Task requirements: Which lines hold the string "with"? Copy each of them from the material below.

Dataset excerpts:
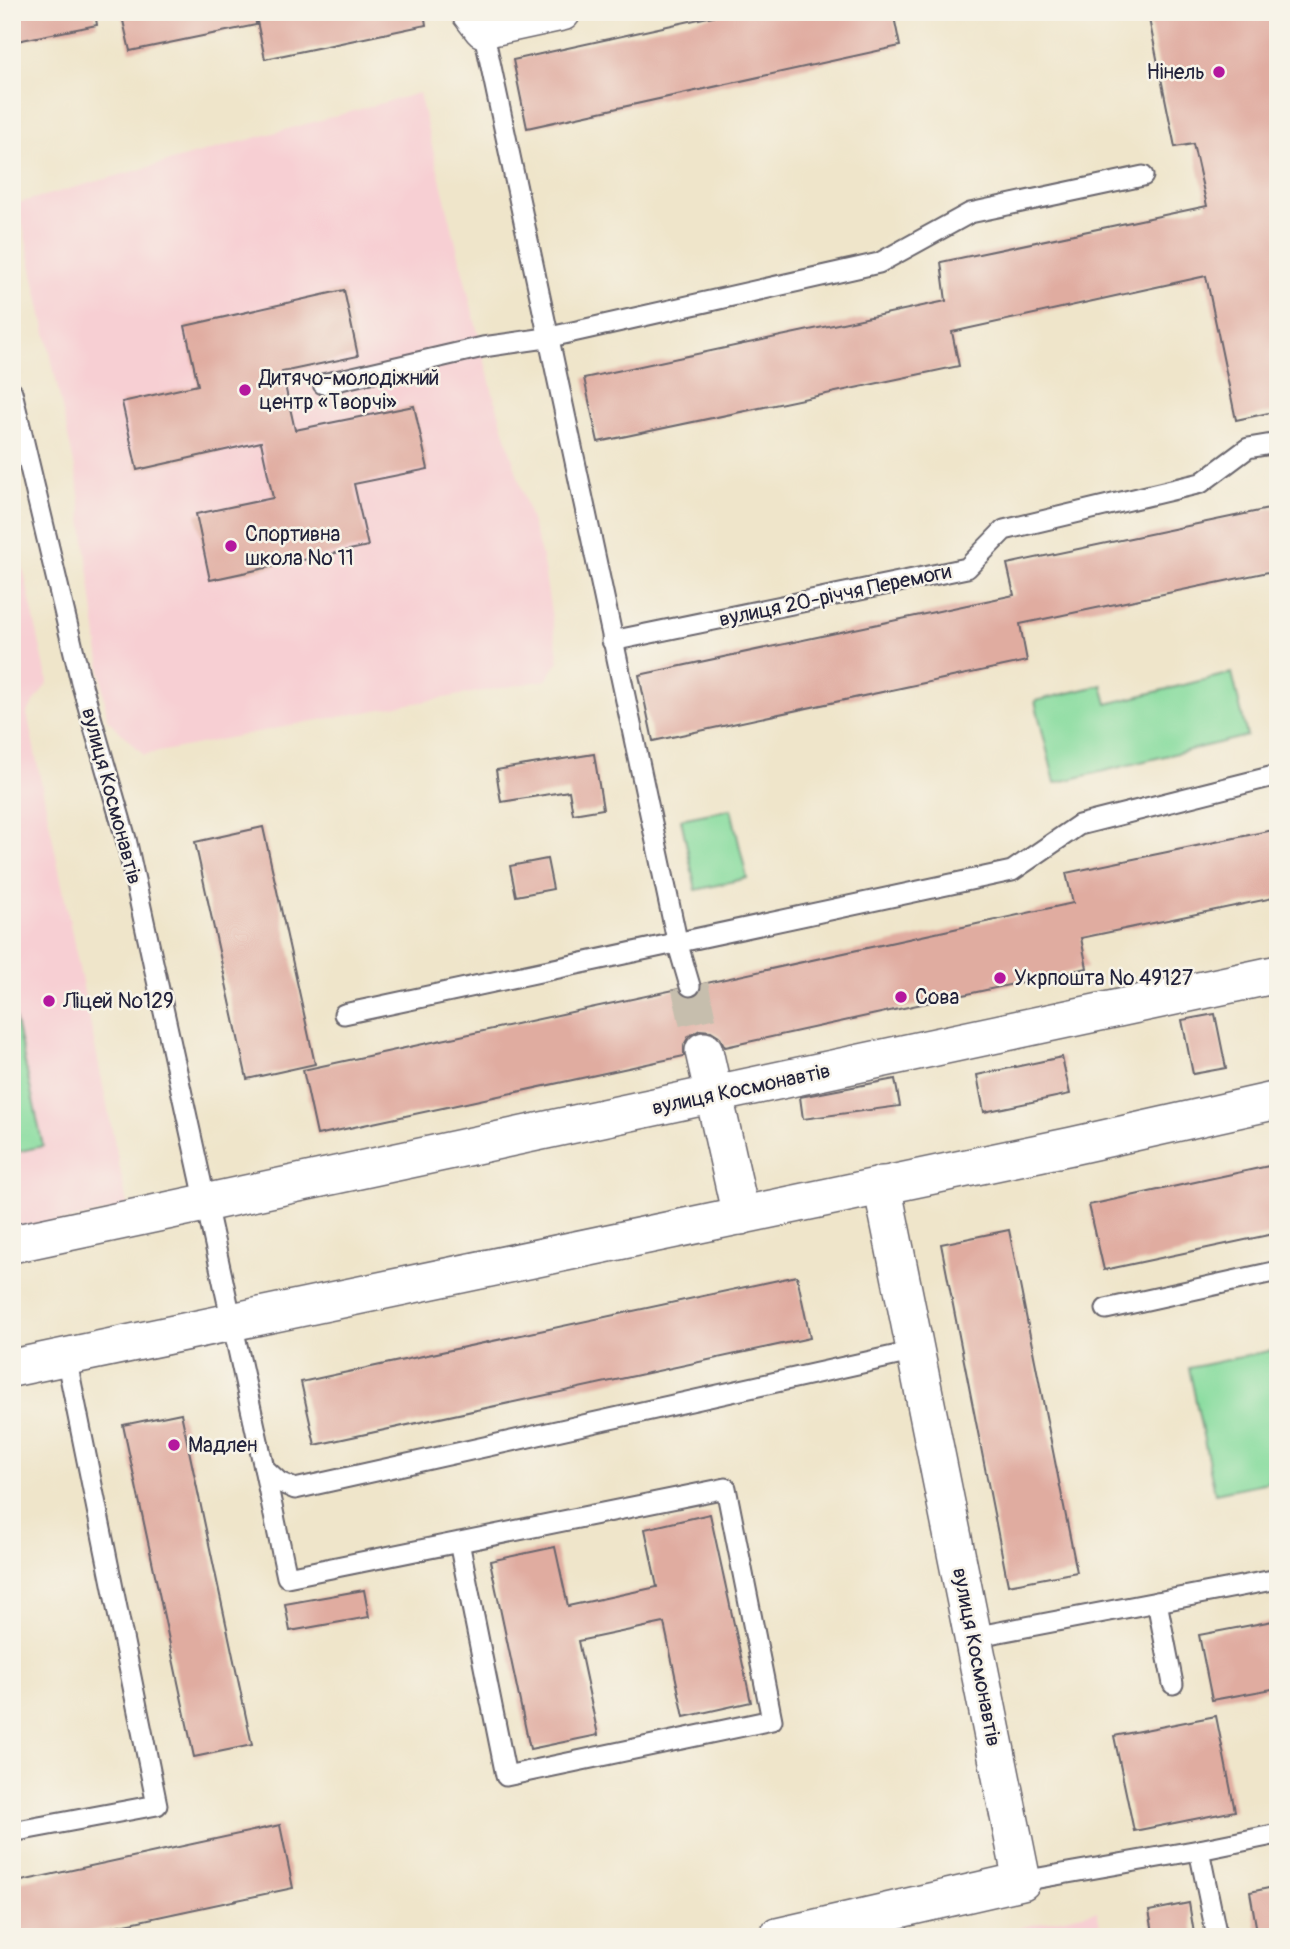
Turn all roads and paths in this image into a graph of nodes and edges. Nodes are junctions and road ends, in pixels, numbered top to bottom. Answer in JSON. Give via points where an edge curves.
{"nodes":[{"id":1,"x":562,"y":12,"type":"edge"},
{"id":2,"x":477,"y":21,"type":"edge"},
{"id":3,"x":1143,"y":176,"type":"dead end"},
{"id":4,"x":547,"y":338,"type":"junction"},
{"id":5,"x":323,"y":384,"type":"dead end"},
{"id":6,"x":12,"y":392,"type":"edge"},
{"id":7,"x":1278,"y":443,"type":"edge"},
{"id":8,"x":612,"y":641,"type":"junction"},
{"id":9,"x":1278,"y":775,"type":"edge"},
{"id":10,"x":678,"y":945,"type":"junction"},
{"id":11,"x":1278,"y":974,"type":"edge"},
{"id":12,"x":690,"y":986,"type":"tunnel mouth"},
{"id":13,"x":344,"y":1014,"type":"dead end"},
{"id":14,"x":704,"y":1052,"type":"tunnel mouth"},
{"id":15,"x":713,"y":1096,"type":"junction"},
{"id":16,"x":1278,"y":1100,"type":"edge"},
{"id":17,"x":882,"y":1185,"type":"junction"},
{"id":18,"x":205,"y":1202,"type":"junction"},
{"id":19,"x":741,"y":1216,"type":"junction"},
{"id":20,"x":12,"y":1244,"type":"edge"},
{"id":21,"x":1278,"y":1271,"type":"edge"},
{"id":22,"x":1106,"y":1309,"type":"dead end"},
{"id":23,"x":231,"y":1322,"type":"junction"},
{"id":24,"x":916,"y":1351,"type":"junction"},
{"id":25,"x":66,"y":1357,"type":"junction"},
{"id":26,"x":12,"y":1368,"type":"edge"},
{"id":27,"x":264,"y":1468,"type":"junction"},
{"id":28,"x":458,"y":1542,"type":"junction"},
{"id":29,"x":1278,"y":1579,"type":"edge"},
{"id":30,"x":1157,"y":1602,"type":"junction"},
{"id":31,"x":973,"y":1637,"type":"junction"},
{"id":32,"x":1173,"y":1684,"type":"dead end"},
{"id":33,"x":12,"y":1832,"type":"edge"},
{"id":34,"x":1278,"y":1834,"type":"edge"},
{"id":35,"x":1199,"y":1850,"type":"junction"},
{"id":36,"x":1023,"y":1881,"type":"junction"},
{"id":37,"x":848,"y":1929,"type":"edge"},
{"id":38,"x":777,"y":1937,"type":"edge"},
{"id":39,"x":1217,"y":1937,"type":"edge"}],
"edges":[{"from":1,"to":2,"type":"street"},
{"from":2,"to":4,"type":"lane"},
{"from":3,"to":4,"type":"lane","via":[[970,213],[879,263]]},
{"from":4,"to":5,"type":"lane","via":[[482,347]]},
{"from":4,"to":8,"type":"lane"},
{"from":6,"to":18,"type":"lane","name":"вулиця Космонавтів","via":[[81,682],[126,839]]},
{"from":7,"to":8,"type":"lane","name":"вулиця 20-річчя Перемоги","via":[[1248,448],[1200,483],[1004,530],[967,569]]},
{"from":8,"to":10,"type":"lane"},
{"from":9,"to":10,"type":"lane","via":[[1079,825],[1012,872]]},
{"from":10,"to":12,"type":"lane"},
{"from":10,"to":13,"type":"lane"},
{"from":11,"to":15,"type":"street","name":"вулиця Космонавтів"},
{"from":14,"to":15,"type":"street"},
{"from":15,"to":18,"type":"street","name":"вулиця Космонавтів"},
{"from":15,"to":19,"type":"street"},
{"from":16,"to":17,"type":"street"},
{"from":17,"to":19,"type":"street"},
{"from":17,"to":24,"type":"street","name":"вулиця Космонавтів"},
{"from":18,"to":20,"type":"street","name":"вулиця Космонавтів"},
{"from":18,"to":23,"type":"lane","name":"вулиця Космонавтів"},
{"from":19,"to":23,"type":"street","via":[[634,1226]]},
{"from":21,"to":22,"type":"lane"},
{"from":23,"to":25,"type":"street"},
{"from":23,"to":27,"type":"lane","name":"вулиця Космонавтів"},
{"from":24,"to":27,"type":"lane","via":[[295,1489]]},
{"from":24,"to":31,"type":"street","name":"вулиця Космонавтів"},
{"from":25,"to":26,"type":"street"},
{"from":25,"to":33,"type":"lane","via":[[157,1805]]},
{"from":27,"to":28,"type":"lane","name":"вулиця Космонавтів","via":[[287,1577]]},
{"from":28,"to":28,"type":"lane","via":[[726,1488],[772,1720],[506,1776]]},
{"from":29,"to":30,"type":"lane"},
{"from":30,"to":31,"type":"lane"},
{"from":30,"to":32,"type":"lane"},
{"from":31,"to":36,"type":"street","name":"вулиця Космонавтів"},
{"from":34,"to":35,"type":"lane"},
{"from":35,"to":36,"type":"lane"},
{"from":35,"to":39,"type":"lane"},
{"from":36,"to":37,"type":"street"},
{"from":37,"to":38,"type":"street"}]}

...

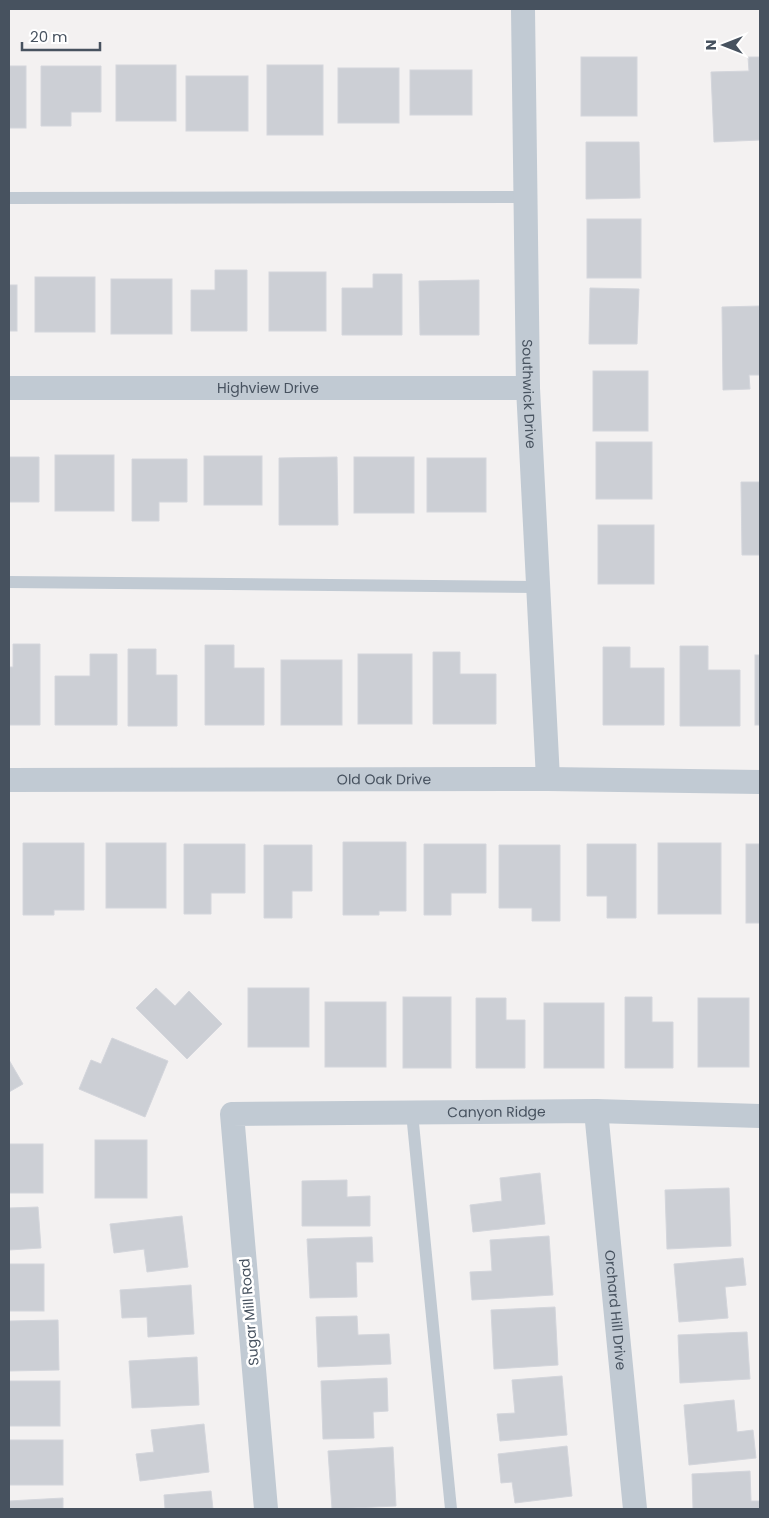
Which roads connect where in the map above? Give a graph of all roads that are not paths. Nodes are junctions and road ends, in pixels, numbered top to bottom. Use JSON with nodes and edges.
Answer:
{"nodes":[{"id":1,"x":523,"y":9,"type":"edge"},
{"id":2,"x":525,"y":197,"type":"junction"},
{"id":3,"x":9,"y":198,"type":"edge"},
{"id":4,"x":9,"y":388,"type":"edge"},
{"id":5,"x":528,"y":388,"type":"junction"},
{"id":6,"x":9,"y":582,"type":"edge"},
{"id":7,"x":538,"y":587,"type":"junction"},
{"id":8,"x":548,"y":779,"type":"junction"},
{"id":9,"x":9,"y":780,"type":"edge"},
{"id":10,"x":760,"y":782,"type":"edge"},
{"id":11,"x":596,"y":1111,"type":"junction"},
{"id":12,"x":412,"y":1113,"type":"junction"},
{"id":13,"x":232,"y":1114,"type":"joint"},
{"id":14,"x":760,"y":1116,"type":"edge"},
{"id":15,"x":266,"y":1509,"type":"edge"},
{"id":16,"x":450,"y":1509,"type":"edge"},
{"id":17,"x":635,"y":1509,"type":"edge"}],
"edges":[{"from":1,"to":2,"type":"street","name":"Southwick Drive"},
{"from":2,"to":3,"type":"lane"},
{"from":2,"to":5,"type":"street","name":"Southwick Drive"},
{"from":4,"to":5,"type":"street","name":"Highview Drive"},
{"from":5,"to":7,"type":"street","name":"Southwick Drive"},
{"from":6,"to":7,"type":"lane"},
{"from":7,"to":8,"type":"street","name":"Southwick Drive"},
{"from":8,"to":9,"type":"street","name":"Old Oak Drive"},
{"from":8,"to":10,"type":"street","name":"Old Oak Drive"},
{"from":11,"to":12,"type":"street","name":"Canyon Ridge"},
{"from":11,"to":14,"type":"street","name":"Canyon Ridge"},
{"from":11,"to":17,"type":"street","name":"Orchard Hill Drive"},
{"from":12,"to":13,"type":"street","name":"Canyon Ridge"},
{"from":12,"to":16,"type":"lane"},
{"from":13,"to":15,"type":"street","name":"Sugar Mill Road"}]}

--

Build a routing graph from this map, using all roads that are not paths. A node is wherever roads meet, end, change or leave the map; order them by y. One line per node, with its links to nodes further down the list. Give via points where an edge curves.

Your response:
Which roads connect where in the map above? Give a graph of all roads that are not paths. Nodes are junctions and road ends, in pixels, numbered top to bottom. Use JSON with nodes and edges.
Build a routing graph from this map, using all roads that are not paths. A node is wherever roads meet, end, change or leave the map; order them by y. One line per node, with its links to nodes further down the list. Give via points where an edge curves.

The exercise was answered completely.